Multi-factor authentication is one of the easiest tools to thwart a hacker, yet it’s often not implemented at small- and medium-sized manufacturers. Here’s what’s crucial to know:
- “It’s a best practice to stop a bad actor from accessing your account, and more powerful when partnered with a strong password,” says Laura Élan, MxD’s senior director of cybersecurity.
“Here’s why it’s so important – because there’s often resistance to using strong passwords,” Élan says. “They’re difficult to remember. If you write them down, you often lose them. Companies often don’t force employees to use passwords of sufficient length to be difficult to crack using common hacking methods. Consequently, if you don’t use strong passwords, multi-factor authentication is your best bet.
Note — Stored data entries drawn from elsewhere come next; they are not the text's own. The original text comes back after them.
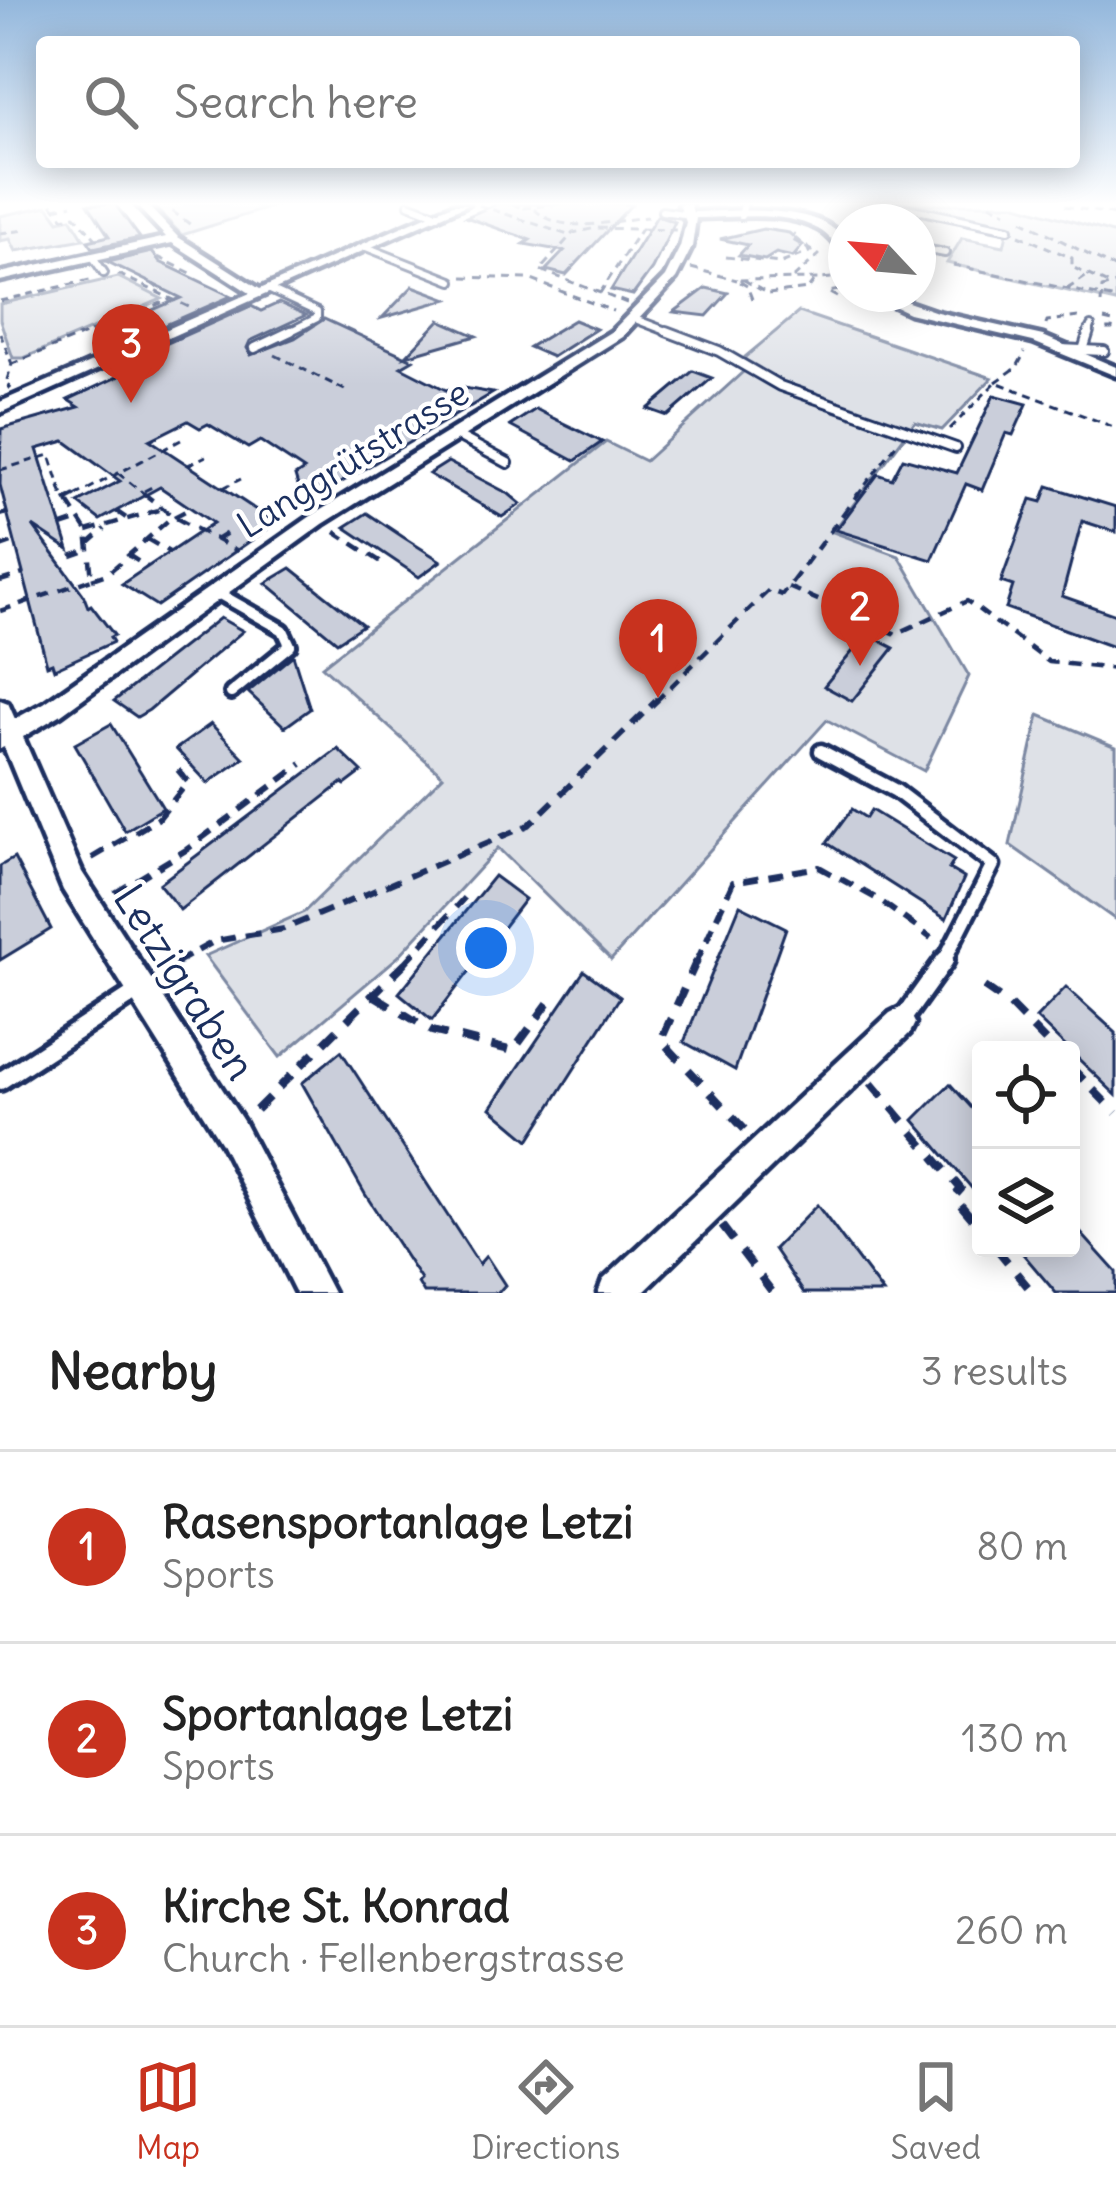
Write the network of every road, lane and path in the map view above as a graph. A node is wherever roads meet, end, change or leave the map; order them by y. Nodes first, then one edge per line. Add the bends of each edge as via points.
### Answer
1 (67, 264) edge
2 (102, 264) edge
3 (109, 264) edge
4 (172, 264) edge
5 (218, 264) edge
6 (327, 264) edge
7 (410, 264) edge
8 (545, 264) edge
9 (619, 264) edge
10 (678, 264) edge
11 (812, 264) edge
12 (950, 264) edge
13 (1072, 264) edge
14 (686, 267) dead end
15 (124, 269) dead end
16 (616, 269) junction
17 (626, 271) dead end
18 (118, 274) junction
19 (193, 274) dead end
20 (101, 276) joint
21 (1087, 276) junction
22 (138, 277) dead end
23 (0, 278) edge
24 (793, 278) junction
25 (740, 279) junction
26 (828, 279) edge
27 (130, 280) junction
28 (452, 281) joint
29 (814, 281) junction
30 (607, 283) junction
31 (614, 284) dead end
32 (1113, 285) edge
33 (808, 289) junction
34 (1066, 290) junction
35 (265, 292) junction
36 (828, 292) edge
37 (600, 293) junction
38 (170, 299) junction
39 (752, 299) dead end
40 (1116, 299) edge
41 (0, 301) edge
42 (1101, 301) junction
43 (200, 312) dead end
44 (936, 312) edge
45 (634, 314) junction
46 (1098, 314) dead end
47 (1091, 326) dead end
48 (0, 333) edge
49 (1043, 336) dead end
50 (1084, 346) junction
51 (257, 347) joint
52 (1060, 349) junction
53 (1032, 350) dead end
54 (1103, 351) dead end
55 (12, 364) junction
56 (1116, 372) edge
57 (996, 382) junction
58 (344, 390) dead end
59 (14, 393) dead end
60 (0, 408) edge
61 (1116, 428) edge
62 (905, 431) junction
63 (456, 435) junction
64 (181, 440) dead end
65 (938, 442) junction
66 (956, 448) dead end
67 (206, 456) dead end
68 (508, 463) dead end
69 (188, 465) dead end
70 (54, 468) junction
71 (0, 470) edge
72 (44, 471) dead end
73 (118, 473) junction
74 (241, 478) dead end
75 (156, 484) dead end
76 (224, 488) dead end
77 (144, 491) junction
78 (63, 495) junction
79 (76, 495) junction
80 (53, 498) dead end
81 (276, 501) dead end
82 (165, 508) junction
83 (190, 508) dead end
84 (116, 512) dead end
85 (260, 512) dead end
86 (174, 517) junction
87 (79, 520) junction
88 (129, 520) junction
89 (62, 526) dead end
90 (325, 526) dead end
91 (105, 529) junction
92 (87, 531) junction
93 (227, 533) dead end
94 (147, 539) junction
95 (216, 540) junction
96 (15, 542) dead end
97 (0, 547) edge
98 (88, 547) junction
99 (169, 552) dead end
100 (128, 555) junction
101 (71, 556) dead end
102 (248, 557) dead end
103 (386, 565) dead end
104 (147, 567) dead end
105 (23, 574) dead end
106 (92, 579) junction
107 (0, 581) edge
108 (788, 587) junction
109 (216, 592) junction
110 (0, 611) edge
111 (1116, 669) edge
112 (231, 693) dead end
113 (2, 728) edge
114 (821, 752) dead end
115 (174, 764) dead end
116 (302, 764) dead end
117 (92, 858) dead end
118 (115, 893) dead end
119 (464, 898) dead end
120 (931, 938) dead end
121 (164, 970) dead end
122 (984, 987) dead end
123 (138, 991) junction
124 (375, 996) junction
125 (549, 1002) dead end
126 (900, 1022) joint
127 (1045, 1041) edge
128 (1080, 1076) edge
129 (867, 1078) dead end
130 (0, 1082) edge
131 (256, 1110) dead end
132 (1116, 1113) edge
133 (748, 1133) dead end
134 (972, 1218) edge
135 (720, 1223) dead end
136 (1003, 1257) edge
137 (315, 1293) edge
138 (616, 1293) edge
139 (773, 1293) edge
140 (1033, 1293) edge

1 - 23 street
2 - 20 lane
3 - 18 path
4 - 19 path
5 - 35 street
6 - 35 street
7 - 28 lane
8 - 37 path via 540,270
9 - 16 path
10 - 45 street, Langgrütstrasse
11 - 24 path
12 - 34 path
13 - 21 path
14 - 25 path
15 - 18 path
16 - 17 path
16 - 30 path
18 - 27 path
20 - 41 path
21 - 32 path
21 - 34 path
22 - 27 path
24 - 25 path
24 - 29 path
25 - 33 path via 768,294
25 - 39 path
26 - 29 path
27 - 38 path
28 - 45 path via 529,279
29 - 33 path
30 - 31 path
30 - 37 path
32 - 42 path via 1102,288
33 - 36 path
34 - 42 path
35 - 51 lane via 317,318
35 - 60 street
37 - 45 path
38 - 43 path
38 - 55 path
40 - 42 path
44 - 52 street
45 - 62 lane via 780,386
45 - 63 street, Langgrütstrasse via 579,360
46 - 49 path via 1047,321
47 - 50 lane
48 - 55 path
50 - 52 lane
50 - 54 lane
51 - 58 path
52 - 56 street
53 - 57 path
55 - 59 path via 7,383
57 - 61 path
57 - 65 path
62 - 65 lane
62 - 108 path
63 - 68 lane
63 - 109 street, Langgrütstrasse
64 - 73 path
65 - 66 lane
67 - 69 path
70 - 71 path via 50,455
70 - 72 path
70 - 78 path
73 - 77 path
73 - 79 path
74 - 76 path
75 - 77 path
77 - 82 path
78 - 79 path
78 - 79 path
78 - 80 path
78 - 87 path
81 - 85 path
82 - 86 path
82 - 88 path
83 - 86 path
84 - 88 path
86 - 94 path
86 - 95 path
87 - 89 path
87 - 92 path
88 - 91 path
90 - 103 path
91 - 92 path
91 - 98 path
92 - 98 path
93 - 95 path
94 - 99 path
94 - 100 path
95 - 102 path
96 - 97 path
98 - 101 path
98 - 106 path
100 - 104 path
100 - 106 path
105 - 107 path
106 - 110 path
108 - 111 path via 896,634 967,601 1049,662
108 - 121 path via 782,595 769,590 530,824 284,929 214,941
109 - 112 lane via 283,630 290,645
109 - 113 street, Langgrütstrasse
113 - 123 street, Letzigraben via 72,881
114 - 126 lane via 896,791 994,865 941,968
115 - 117 path via 188,782 177,806
116 - 118 path
119 - 124 path
120 - 133 path via 819,867 733,881 661,1040
122 - 127 path
123 - 130 lane
123 - 137 street, Letzigraben via 232,1132
124 - 125 path via 432,1031 513,1051
124 - 131 path
126 - 138 street
128 - 132 path
129 - 134 path via 962,1190 954,1197
135 - 139 path
136 - 140 path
In fact, it’s often easier for people to actually follow, because it doesn’t require them to remember anything.”
- Two-factor or multi-factor authentication is based on the idea that your login and password are reinforced by something that you have (like your email or cell phone), something that you are (such as biometric data from your face or fingerprint), and something that you know (such as a passphrase, password, or token).
“It has to use at least two of those things, preferably all three,” Élan says.
- Put it on the software that is most critical, and email is the most critical.
“Email is a treasure trove of data that bad actors can use,” Élan says. “Also ask yourself, what systems, if they were compromised, would disrupt your business operations? You want multi-factor authentication on any system that, if taken down, would take down your business.”
- Put it on your company’s Wi-Fi network access.
If a bad actor gets into a shared network, he or she, using sniffing tools, can peer into your computer and steal information, such as login information, Élan says. Make sure only the people you want to access your network access it.